• **About this task**: Count lines holding the string "Right" in the data that follows. Reply with one number only.

• **Material supplied**:
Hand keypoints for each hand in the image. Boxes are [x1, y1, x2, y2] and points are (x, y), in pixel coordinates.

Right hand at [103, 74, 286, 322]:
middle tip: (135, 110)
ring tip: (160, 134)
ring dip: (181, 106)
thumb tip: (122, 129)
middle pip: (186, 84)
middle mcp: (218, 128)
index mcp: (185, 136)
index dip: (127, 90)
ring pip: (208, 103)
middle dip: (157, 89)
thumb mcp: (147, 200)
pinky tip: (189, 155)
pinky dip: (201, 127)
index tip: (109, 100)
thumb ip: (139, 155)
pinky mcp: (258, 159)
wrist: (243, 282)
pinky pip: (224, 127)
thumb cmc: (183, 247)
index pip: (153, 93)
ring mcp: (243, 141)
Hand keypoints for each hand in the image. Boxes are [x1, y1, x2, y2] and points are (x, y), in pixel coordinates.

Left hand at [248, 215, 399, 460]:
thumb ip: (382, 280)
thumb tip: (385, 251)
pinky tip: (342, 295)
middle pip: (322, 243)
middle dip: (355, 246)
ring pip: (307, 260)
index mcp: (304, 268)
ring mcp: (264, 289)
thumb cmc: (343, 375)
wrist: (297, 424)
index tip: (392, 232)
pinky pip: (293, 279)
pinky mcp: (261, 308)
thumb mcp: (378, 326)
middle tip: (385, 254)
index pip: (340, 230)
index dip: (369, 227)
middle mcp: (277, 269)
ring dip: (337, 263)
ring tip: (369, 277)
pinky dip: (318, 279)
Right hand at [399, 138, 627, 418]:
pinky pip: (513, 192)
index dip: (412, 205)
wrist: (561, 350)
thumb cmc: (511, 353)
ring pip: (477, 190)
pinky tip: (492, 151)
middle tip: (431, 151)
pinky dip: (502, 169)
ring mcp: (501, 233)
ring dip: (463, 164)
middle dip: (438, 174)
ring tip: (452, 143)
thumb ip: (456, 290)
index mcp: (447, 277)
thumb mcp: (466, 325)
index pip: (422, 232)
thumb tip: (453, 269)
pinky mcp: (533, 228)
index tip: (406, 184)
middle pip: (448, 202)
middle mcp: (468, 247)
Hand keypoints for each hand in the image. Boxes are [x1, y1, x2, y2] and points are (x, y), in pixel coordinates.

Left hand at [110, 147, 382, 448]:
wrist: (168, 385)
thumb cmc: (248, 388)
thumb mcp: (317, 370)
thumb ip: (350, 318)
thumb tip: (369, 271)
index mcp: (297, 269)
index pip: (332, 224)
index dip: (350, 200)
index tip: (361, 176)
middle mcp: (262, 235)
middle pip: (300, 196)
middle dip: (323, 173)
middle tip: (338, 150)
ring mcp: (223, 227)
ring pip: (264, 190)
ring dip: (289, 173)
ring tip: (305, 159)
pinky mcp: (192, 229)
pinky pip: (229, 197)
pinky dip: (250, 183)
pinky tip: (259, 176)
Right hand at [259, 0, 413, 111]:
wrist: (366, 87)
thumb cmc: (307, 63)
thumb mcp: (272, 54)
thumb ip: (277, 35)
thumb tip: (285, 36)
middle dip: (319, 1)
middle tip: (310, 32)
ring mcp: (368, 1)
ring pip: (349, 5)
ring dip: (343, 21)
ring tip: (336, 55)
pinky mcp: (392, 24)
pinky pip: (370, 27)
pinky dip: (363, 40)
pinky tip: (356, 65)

• **Solution**: 3